Услышанное потрясло Дроздову настолько, что слезы прекратились.

— Вам нет пути назад! Вы же жертву принесли… очистились!

— Всё равно тому ангелу, что смертный грех совершит, во веки вечные геенна огненная суждена, — ответил Глеб. — Неужели нам, спалившим ключи адовы, должно из страха замарать чистоту отвернуться от тех, кто не совершал подвига? Неужели обрядов, и законов, и привычек наших достаточно?

— Да! Вполне! Мы и без того приблизились к небесному чертогу! Для чего же возвращаться?

— Господь возрадовался бы, прознай Он об ангеле, обрекшем себя на муки вечные во избавление грешника от страданий!

— Вздор! Богохульство! Куда вы?! К ней?!!

— Нет. У меня и другие дела имеются.

— Глеб Алексеевич! — вскочила Дроздова, заламывая руки и крича вослед: — Шапку забыли!

Балашов пошел тропой, что вела от задворок амбара к югу, на пастбища. Выпавший снег прихватило морозом, ноги оставляли неглубокие следы и еле различимый земляной запах; осенний дух не смерзшейся еще почвы незамедлительно растворялся в аромате дыма, веявшего из городских труб. Свернул, избегая встречи с чешским часовым — тот переминался с ноги на ногу, чтобы согреться, а из сапожных носов торчала мятая бумага, лицо было закутано в шарф, чтобы уберечься от первого морозца.

Выйдя на большак, что вел в поля, Балашов припустил бегом. В сиянии луны, усиленном отблесками снега, колея казалась глубокой рытвиной. Ноги ломали лед, точно был он тем пьяным, что забрел по пути домой на рынок, в горшечный ряд. Свернул березняком, прошел с версту, вышел к полю, раскинувшемуся в неприметной лощинке, которую обступили высокие, корявые сосны. Возле сосен стояли избушка, колодец и еще один сруб, без окон, покрупнее, размещенные таким образом, чтобы разглядеть их откуда-нибудь еще, кроме как с поля, оказалось невозможно.

Подойдя к колодцу, Балашов стал черпать воду. Наполненные ведра выливал в кадку возле изгороди загона, ломая вставший сверху тонкий ледок, покуда емкость не наполнилась на две трети. Разулся, разделся, обувь и одежду повесил на изгородь, повиснув всем своим тощим, белесым телом на верхней перекладине.

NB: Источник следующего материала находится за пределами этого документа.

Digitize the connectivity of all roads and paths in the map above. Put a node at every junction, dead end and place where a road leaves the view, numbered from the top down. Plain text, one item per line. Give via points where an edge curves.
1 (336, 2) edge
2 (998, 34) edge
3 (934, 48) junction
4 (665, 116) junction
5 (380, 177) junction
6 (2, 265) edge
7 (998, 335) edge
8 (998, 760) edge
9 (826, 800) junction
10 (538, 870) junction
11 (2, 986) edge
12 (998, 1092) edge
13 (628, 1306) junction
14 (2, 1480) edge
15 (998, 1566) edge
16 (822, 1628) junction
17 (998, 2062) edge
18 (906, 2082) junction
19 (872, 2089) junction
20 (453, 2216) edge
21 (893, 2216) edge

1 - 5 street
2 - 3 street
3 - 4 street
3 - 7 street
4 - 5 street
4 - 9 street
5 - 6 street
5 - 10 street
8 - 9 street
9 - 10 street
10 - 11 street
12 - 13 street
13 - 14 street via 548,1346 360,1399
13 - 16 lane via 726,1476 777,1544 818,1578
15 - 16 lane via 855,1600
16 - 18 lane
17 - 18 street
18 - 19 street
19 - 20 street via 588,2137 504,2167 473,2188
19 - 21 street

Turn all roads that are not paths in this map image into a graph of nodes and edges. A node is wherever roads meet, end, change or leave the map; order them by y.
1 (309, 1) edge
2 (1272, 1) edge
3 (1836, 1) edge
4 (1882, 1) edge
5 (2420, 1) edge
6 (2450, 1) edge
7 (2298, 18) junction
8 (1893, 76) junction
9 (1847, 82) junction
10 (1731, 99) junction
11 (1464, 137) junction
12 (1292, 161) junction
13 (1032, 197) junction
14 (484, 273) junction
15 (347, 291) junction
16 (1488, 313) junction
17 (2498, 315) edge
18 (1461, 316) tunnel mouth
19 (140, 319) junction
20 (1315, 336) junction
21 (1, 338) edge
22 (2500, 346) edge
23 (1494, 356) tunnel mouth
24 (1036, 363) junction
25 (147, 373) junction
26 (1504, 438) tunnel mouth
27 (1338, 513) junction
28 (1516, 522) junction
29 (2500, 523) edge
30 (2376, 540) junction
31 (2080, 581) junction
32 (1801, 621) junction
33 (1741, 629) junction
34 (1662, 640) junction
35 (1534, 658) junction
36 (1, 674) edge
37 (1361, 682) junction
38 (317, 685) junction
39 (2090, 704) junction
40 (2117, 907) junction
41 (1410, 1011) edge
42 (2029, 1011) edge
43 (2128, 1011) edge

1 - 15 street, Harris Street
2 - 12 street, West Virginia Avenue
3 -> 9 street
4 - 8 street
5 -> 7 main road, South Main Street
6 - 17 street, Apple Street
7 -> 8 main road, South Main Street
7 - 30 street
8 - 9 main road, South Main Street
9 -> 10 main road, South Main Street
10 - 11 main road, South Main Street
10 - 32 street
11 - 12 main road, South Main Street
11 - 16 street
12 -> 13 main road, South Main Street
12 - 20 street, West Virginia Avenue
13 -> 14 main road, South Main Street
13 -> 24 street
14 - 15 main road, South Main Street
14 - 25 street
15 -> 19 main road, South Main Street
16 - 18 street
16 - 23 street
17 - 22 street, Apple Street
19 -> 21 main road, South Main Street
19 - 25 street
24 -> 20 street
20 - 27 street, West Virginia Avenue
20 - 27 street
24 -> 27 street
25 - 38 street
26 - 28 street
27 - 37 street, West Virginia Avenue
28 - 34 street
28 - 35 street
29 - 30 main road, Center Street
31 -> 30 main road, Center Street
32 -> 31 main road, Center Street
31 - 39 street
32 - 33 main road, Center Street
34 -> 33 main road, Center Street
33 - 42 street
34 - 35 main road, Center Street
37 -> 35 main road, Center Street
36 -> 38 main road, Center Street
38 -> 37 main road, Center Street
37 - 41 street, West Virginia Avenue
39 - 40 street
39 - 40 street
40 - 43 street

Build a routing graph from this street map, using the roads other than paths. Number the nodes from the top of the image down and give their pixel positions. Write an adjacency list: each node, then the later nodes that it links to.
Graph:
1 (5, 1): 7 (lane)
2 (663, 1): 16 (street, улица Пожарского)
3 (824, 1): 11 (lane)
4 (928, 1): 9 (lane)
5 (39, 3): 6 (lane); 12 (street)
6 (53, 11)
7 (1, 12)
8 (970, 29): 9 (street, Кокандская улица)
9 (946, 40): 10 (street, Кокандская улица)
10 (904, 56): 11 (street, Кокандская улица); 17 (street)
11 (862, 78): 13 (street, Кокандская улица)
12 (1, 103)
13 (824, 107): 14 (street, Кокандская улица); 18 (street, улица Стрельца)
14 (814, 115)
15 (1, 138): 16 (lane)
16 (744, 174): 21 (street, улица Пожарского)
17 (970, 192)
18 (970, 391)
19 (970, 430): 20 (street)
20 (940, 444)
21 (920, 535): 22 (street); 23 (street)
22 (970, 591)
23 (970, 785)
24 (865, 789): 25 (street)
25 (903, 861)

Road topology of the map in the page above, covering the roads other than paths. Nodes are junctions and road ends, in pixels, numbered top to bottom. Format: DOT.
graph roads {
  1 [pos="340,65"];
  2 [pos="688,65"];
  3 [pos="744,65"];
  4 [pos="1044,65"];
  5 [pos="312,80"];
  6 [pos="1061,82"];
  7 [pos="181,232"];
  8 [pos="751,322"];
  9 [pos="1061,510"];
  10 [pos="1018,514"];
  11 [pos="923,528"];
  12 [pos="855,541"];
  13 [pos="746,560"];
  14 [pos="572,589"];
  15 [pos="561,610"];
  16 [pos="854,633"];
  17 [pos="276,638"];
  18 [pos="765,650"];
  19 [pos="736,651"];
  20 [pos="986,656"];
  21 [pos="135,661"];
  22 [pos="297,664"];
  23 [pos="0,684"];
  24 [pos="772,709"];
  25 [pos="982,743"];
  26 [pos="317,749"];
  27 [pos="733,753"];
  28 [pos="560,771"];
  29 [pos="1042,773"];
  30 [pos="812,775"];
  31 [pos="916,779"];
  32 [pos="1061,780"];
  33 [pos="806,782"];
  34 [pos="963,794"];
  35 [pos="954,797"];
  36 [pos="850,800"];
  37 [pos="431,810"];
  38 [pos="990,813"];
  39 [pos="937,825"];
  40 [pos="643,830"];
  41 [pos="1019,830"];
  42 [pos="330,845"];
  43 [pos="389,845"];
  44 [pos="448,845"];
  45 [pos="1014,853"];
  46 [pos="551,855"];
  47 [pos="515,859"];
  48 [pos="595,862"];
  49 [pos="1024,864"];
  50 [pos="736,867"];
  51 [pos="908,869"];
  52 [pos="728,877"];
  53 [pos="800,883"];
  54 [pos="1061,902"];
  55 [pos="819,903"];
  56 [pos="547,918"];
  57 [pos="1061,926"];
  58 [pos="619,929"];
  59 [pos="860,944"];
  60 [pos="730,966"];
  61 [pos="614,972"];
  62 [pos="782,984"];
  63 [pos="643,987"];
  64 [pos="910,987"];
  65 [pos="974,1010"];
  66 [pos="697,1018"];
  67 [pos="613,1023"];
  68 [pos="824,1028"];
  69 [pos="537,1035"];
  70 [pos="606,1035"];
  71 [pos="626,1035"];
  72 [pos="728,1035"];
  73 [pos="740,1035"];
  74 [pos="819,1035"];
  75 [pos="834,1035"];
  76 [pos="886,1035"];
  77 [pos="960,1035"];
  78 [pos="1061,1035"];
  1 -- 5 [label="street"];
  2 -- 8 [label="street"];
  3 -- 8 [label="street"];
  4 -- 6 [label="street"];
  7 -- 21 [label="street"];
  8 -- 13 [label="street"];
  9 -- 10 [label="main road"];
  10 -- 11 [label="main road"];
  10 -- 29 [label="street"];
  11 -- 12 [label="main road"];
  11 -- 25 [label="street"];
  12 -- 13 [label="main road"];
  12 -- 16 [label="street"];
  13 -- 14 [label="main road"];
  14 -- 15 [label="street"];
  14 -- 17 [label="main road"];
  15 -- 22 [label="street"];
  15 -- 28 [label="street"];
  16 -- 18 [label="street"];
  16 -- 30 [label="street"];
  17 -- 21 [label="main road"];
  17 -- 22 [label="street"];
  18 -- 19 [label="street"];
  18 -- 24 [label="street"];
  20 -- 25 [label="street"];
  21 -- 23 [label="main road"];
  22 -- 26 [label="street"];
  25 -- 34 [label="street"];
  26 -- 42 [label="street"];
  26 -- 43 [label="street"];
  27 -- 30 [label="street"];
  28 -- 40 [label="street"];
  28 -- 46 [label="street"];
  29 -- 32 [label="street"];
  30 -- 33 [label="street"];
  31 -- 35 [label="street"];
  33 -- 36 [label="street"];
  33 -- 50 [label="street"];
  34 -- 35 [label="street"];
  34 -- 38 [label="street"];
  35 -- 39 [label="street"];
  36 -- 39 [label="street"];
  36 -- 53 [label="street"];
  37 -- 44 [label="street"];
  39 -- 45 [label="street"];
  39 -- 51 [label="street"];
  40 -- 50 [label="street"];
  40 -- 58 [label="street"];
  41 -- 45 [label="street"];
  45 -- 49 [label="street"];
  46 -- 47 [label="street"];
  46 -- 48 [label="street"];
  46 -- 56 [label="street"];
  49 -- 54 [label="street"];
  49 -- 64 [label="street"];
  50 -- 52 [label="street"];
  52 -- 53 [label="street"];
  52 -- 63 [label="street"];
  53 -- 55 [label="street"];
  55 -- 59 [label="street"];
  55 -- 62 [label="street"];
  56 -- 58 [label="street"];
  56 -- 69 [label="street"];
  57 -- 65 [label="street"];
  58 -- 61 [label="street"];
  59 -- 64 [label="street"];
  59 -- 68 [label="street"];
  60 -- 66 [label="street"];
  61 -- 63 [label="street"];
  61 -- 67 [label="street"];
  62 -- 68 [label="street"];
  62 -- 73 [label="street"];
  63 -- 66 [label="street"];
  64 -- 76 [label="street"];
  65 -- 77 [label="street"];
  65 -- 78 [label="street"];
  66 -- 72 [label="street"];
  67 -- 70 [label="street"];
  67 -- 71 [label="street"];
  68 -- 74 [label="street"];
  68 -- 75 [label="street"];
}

В лунном свете сверкала белизной плоть, и в ярком сиянии сосны казались часовыми. Между ног зияло гладким: с тех пор как жена попыталась насильно совратить Глеба, тот вторично взялся за нож, дабы очиститься окончательно.

Плюхнулся в кадку, рявкнул сквозь стиснутые зубы. Пока нырял в черную воду, охватила минутная дрожь; ухватился за края, подтянулся, повисел так, чувствуя, как щекочет тело ледяная шуга. Поджал ноги, переметнулся и спрыгнул наземь. Побежал в избу.

В черном, точно деготь или копоть, помещении отыскал дерюгу, закутался, старательно прикрыл дверь и убедился, что закрыты ставни. Ощупью отыскал керосинку и спички, зажег свет и растопил печку.

В комнате стояли узкая лавка грубой работы, пара сундуков и стол. Свернув дерюгу и сложив одежду, Балашов всё поместил в один из сундуков. Из другого достал чистую белую рубаху, белые брюки, портянки. Оделся, обулся, бороду и волосы расчесал гребнем. Взял со стола ножнички, подрезал ногти. Горкой собранные обрезки бросил в печь.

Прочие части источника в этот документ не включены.